SURFACE TREATING COMPONENT WITH VIBRATION ASSISTED ROLLING TOOL

Abstract

A method of operation is provided during which a tool is arranged with a surface of a component. The tool includes a roller contacting the surface. A rolling operation is performed on the surface using the roller. A vibration operation is performed on the surface through the roller concurrently with the performing of the rolling operation.

Claims

1. A system for surface treating a component, comprising: a tool comprising a roller, the roller configured to contact a surface of the component; a manipulator operatively coupled to the tool, the manipulator configured to move the tool along the surface of the component such that the roller rolls along the surface of the component, and the manipulator configured to apply a static pressure load against the surface of the component through the roller; and a transducer operatively coupled to the tool, the transducer configured to transmit vibrations into material of the component below the surface of the component through the roller.

2. The system of claim 1, further comprising a controller configured to signal the manipulator to maintain the static pressure load as constant as the roller rolls along the surface of the component, and the controller configured to change a frequency and/or an amplitude of the vibrations as the roller rolls along the surface of the component.
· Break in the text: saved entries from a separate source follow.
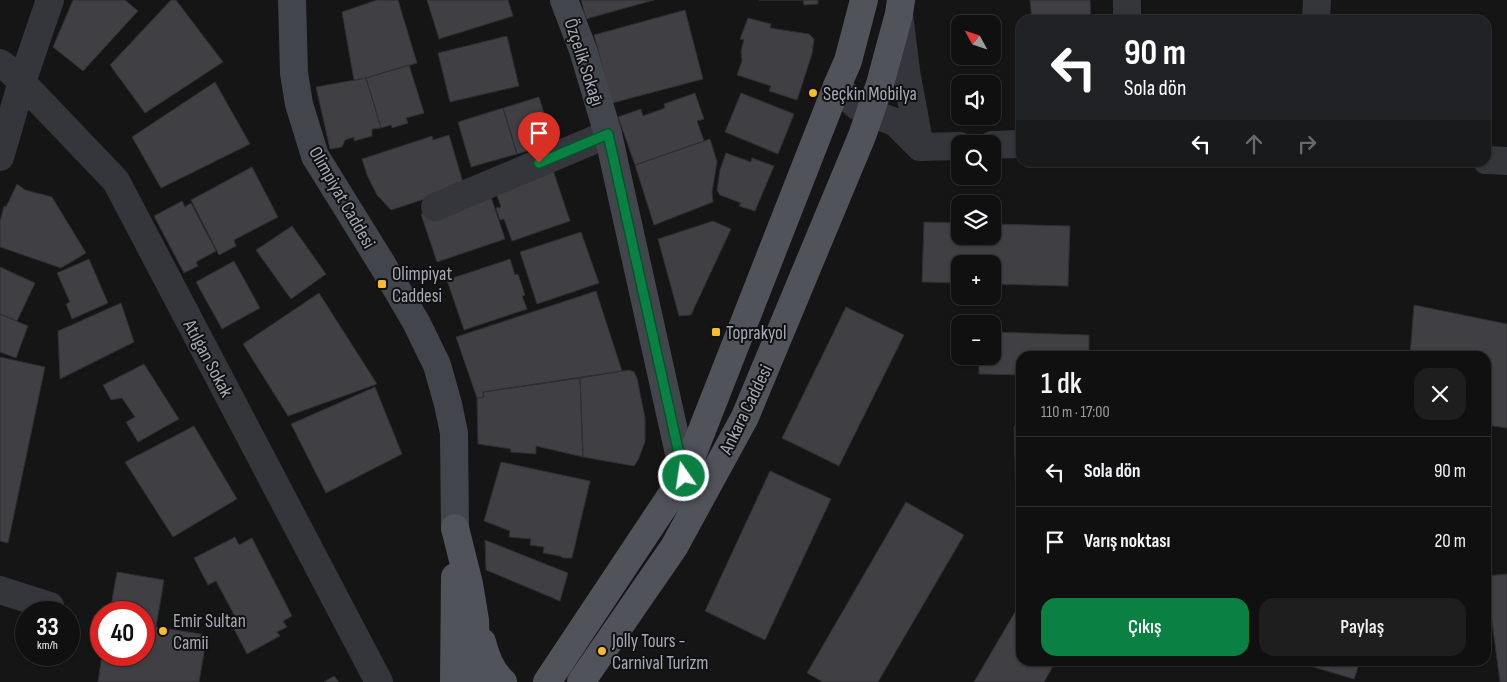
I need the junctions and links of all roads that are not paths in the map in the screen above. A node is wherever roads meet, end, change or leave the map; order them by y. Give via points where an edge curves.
1 (50, 0) edge
2 (292, 0) edge
3 (564, 0) edge
4 (864, 0) edge
5 (1127, 0) edge
6 (1316, 0) edge
7 (900, 7) edge
8 (1128, 15) edge
9 (1316, 15) edge
10 (0, 63) edge
11 (22, 82) junction
12 (880, 84) junction
13 (836, 86) junction
14 (910, 97) junction
15 (870, 113) junction
16 (608, 134) junction
17 (1016, 144) edge
18 (1001, 145) edge
19 (951, 146) edge
20 (920, 148) junction
21 (0, 157) edge
22 (1491, 160) edge
23 (1507, 161) edge
24 (435, 206) dead end
25 (684, 476) junction
26 (455, 528) junction
27 (0, 590) edge
28 (34, 601) edge
29 (475, 620) junction
30 (379, 682) edge
31 (454, 682) edge
32 (477, 682) edge
33 (503, 682) edge
34 (547, 682) edge
35 (581, 682) edge

1 - 11 street
2 - 26 main road, Olimpiyat Caddesi via 294,73 299,104 315,156 416,322 437,365 454,433
3 - 16 main road, Özçelik Sokağı
4 - 13 main road, Ankara Caddesi via 848,61
5 - 8 street
6 - 9 street
7 - 12 main road, Ankara Caddesi
7 - 14 street
10 - 11 street, Atılgan Sokak
11 - 21 street
11 - 30 street, Atılgan Sokak via 116,182
12 - 13 street
12 - 14 street
12 - 15 main road, Ankara Caddesi
13 - 15 street via 857,106
13 - 25 main road, Ankara Caddesi
14 - 20 street
15 - 20 street via 895,122
15 - 35 main road, Ankara Caddesi via 745,417 674,547
16 - 24 street
16 - 25 main road, Özçelik Sokağı
17 - 18 street
19 - 20 street
22 - 23 street
25 - 34 main road, Ankara Caddesi
26 - 29 main road
26 - 31 main road
27 - 28 street
29 - 32 main road
29 - 33 main road via 490,664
3. The system of claim 1, further comprising a vibration generator electrically coupled to the transducer and remote from the tool.

4. A method of operation, comprising: arranging a tool with a surface of a component, the tool comprising a roller contacting the surface; performing a rolling operation on the surface using the roller; and performing a vibration operation on the surface through the roller concurrently with the performing of the rolling operation.
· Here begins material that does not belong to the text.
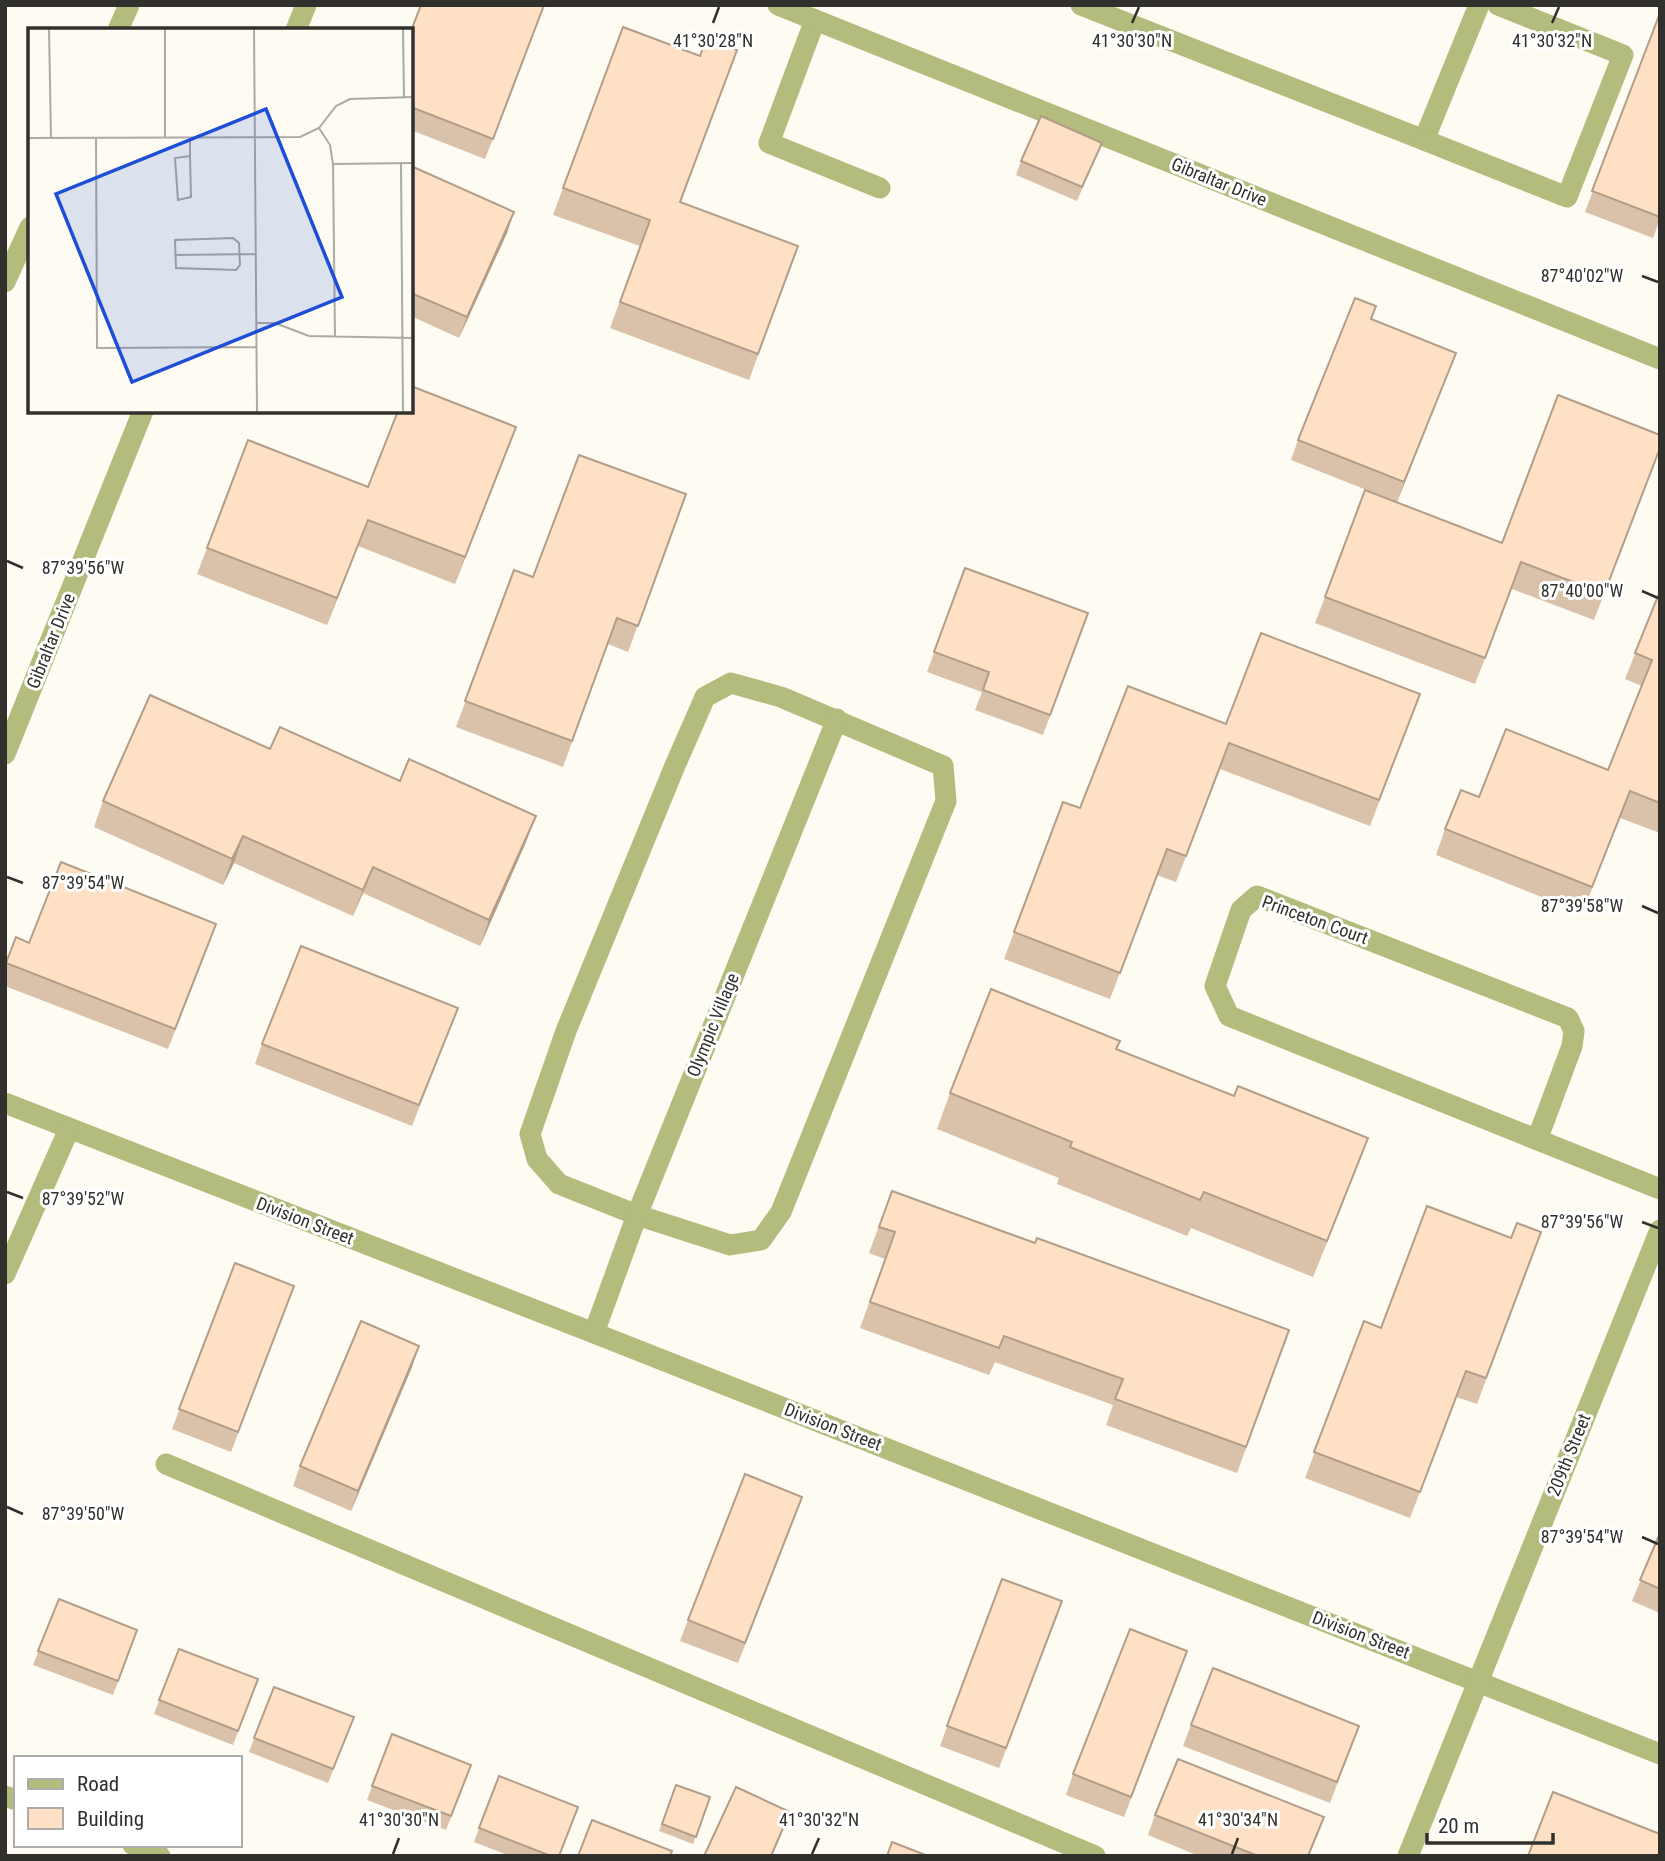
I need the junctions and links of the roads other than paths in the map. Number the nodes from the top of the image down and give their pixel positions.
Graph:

5. The method of claim 4, wherein the performing of the rolling operation and the performing of the vibration operation collectively impart compressive stresses within material of the component adjacent the surface through a vibration-assisted rolling operation.

6. The method of claim 4, wherein the performing of the rolling operation comprises deep rolling the surface.

7. The method of claim 4, wherein the performing of the rolling operation includes applying a static pressure load against the surface with the roller; and moving the tool to roll the roller along the surface as the static pressure load is applied against the surface.

8. The method of claim 7, wherein the static pressure load is maintained constant as the tool moves along the surface.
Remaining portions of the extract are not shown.